## PROVIDED RECORDS:

_ _ _ _

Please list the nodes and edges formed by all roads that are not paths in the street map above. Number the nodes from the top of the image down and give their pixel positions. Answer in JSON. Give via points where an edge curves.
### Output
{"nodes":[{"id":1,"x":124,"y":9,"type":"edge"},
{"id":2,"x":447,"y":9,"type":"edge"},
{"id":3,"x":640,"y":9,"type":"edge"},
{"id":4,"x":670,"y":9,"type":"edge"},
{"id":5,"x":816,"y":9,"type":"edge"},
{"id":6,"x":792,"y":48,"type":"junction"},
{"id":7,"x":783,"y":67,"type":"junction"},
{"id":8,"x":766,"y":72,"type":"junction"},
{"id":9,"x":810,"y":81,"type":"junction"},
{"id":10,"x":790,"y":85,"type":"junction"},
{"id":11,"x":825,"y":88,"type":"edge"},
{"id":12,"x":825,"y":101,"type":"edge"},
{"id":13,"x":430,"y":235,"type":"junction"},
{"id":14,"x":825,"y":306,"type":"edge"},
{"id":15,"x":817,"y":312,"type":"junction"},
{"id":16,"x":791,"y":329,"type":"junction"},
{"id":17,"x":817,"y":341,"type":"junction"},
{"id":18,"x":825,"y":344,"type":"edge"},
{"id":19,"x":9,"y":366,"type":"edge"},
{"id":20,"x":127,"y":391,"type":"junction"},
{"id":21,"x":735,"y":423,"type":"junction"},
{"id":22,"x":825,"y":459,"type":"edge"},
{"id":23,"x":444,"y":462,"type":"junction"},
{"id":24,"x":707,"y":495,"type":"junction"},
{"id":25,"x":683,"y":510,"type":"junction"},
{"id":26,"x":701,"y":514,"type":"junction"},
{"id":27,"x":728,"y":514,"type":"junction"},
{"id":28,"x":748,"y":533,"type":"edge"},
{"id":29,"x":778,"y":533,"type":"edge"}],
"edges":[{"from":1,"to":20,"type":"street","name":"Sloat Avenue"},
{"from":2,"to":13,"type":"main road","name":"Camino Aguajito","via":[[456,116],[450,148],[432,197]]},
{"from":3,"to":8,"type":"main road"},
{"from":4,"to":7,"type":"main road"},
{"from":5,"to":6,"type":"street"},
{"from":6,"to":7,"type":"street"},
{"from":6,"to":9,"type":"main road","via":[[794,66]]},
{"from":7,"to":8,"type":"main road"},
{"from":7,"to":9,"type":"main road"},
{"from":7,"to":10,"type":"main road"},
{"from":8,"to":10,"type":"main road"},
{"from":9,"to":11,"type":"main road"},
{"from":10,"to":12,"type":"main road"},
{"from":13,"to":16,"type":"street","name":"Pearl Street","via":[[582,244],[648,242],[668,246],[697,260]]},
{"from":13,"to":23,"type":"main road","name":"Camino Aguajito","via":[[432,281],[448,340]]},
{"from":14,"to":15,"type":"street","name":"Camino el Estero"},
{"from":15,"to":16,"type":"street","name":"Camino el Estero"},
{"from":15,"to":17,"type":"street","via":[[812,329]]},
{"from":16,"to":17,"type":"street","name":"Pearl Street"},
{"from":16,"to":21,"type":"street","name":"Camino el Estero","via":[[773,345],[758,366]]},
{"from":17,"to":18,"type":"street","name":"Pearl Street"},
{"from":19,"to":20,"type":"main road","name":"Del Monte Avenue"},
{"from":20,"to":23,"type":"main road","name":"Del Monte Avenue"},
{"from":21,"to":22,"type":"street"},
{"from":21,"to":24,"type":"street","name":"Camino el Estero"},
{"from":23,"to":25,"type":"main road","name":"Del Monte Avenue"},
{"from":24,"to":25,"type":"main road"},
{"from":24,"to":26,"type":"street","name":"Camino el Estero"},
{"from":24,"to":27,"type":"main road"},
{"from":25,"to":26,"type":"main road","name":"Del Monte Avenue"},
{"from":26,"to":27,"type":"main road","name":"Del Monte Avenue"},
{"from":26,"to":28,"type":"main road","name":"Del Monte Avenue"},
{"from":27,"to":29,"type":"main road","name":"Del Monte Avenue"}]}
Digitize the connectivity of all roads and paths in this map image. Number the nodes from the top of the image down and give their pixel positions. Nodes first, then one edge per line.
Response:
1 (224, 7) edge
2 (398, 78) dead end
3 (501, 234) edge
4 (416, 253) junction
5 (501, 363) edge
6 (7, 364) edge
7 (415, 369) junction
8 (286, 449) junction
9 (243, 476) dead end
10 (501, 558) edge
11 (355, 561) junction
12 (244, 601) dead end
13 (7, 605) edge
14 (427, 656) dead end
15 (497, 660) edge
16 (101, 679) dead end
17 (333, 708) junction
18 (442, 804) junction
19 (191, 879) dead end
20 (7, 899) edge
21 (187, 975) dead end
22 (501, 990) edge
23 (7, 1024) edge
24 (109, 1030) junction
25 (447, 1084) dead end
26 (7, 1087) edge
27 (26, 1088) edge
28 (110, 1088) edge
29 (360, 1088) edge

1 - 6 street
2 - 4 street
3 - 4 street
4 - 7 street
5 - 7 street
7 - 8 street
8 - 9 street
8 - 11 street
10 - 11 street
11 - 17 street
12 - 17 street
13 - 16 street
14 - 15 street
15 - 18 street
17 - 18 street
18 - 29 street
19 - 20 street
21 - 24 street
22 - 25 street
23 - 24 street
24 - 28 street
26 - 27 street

_ _ _ _

## AIM OF THE TASK:
Repeat every entry exactly, please.

## RESULT OF THIS TASK:
Please list the nodes and edges formed by all roads that are not paths in the street map above. Number the nodes from the top of the image down and give their pixel positions. Answer in JSON. Give via points where an edge curves.
### Output
{"nodes":[{"id":1,"x":124,"y":9,"type":"edge"},
{"id":2,"x":447,"y":9,"type":"edge"},
{"id":3,"x":640,"y":9,"type":"edge"},
{"id":4,"x":670,"y":9,"type":"edge"},
{"id":5,"x":816,"y":9,"type":"edge"},
{"id":6,"x":792,"y":48,"type":"junction"},
{"id":7,"x":783,"y":67,"type":"junction"},
{"id":8,"x":766,"y":72,"type":"junction"},
{"id":9,"x":810,"y":81,"type":"junction"},
{"id":10,"x":790,"y":85,"type":"junction"},
{"id":11,"x":825,"y":88,"type":"edge"},
{"id":12,"x":825,"y":101,"type":"edge"},
{"id":13,"x":430,"y":235,"type":"junction"},
{"id":14,"x":825,"y":306,"type":"edge"},
{"id":15,"x":817,"y":312,"type":"junction"},
{"id":16,"x":791,"y":329,"type":"junction"},
{"id":17,"x":817,"y":341,"type":"junction"},
{"id":18,"x":825,"y":344,"type":"edge"},
{"id":19,"x":9,"y":366,"type":"edge"},
{"id":20,"x":127,"y":391,"type":"junction"},
{"id":21,"x":735,"y":423,"type":"junction"},
{"id":22,"x":825,"y":459,"type":"edge"},
{"id":23,"x":444,"y":462,"type":"junction"},
{"id":24,"x":707,"y":495,"type":"junction"},
{"id":25,"x":683,"y":510,"type":"junction"},
{"id":26,"x":701,"y":514,"type":"junction"},
{"id":27,"x":728,"y":514,"type":"junction"},
{"id":28,"x":748,"y":533,"type":"edge"},
{"id":29,"x":778,"y":533,"type":"edge"}],
"edges":[{"from":1,"to":20,"type":"street","name":"Sloat Avenue"},
{"from":2,"to":13,"type":"main road","name":"Camino Aguajito","via":[[456,116],[450,148],[432,197]]},
{"from":3,"to":8,"type":"main road"},
{"from":4,"to":7,"type":"main road"},
{"from":5,"to":6,"type":"street"},
{"from":6,"to":7,"type":"street"},
{"from":6,"to":9,"type":"main road","via":[[794,66]]},
{"from":7,"to":8,"type":"main road"},
{"from":7,"to":9,"type":"main road"},
{"from":7,"to":10,"type":"main road"},
{"from":8,"to":10,"type":"main road"},
{"from":9,"to":11,"type":"main road"},
{"from":10,"to":12,"type":"main road"},
{"from":13,"to":16,"type":"street","name":"Pearl Street","via":[[582,244],[648,242],[668,246],[697,260]]},
{"from":13,"to":23,"type":"main road","name":"Camino Aguajito","via":[[432,281],[448,340]]},
{"from":14,"to":15,"type":"street","name":"Camino el Estero"},
{"from":15,"to":16,"type":"street","name":"Camino el Estero"},
{"from":15,"to":17,"type":"street","via":[[812,329]]},
{"from":16,"to":17,"type":"street","name":"Pearl Street"},
{"from":16,"to":21,"type":"street","name":"Camino el Estero","via":[[773,345],[758,366]]},
{"from":17,"to":18,"type":"street","name":"Pearl Street"},
{"from":19,"to":20,"type":"main road","name":"Del Monte Avenue"},
{"from":20,"to":23,"type":"main road","name":"Del Monte Avenue"},
{"from":21,"to":22,"type":"street"},
{"from":21,"to":24,"type":"street","name":"Camino el Estero"},
{"from":23,"to":25,"type":"main road","name":"Del Monte Avenue"},
{"from":24,"to":25,"type":"main road"},
{"from":24,"to":26,"type":"street","name":"Camino el Estero"},
{"from":24,"to":27,"type":"main road"},
{"from":25,"to":26,"type":"main road","name":"Del Monte Avenue"},
{"from":26,"to":27,"type":"main road","name":"Del Monte Avenue"},
{"from":26,"to":28,"type":"main road","name":"Del Monte Avenue"},
{"from":27,"to":29,"type":"main road","name":"Del Monte Avenue"}]}
Digitize the connectivity of all roads and paths in this map image. Number the nodes from the top of the image down and give their pixel positions. Nodes first, then one edge per line.
Response:
1 (224, 7) edge
2 (398, 78) dead end
3 (501, 234) edge
4 (416, 253) junction
5 (501, 363) edge
6 (7, 364) edge
7 (415, 369) junction
8 (286, 449) junction
9 (243, 476) dead end
10 (501, 558) edge
11 (355, 561) junction
12 (244, 601) dead end
13 (7, 605) edge
14 (427, 656) dead end
15 (497, 660) edge
16 (101, 679) dead end
17 (333, 708) junction
18 (442, 804) junction
19 (191, 879) dead end
20 (7, 899) edge
21 (187, 975) dead end
22 (501, 990) edge
23 (7, 1024) edge
24 (109, 1030) junction
25 (447, 1084) dead end
26 (7, 1087) edge
27 (26, 1088) edge
28 (110, 1088) edge
29 (360, 1088) edge

1 - 6 street
2 - 4 street
3 - 4 street
4 - 7 street
5 - 7 street
7 - 8 street
8 - 9 street
8 - 11 street
10 - 11 street
11 - 17 street
12 - 17 street
13 - 16 street
14 - 15 street
15 - 18 street
17 - 18 street
18 - 29 street
19 - 20 street
21 - 24 street
22 - 25 street
23 - 24 street
24 - 28 street
26 - 27 street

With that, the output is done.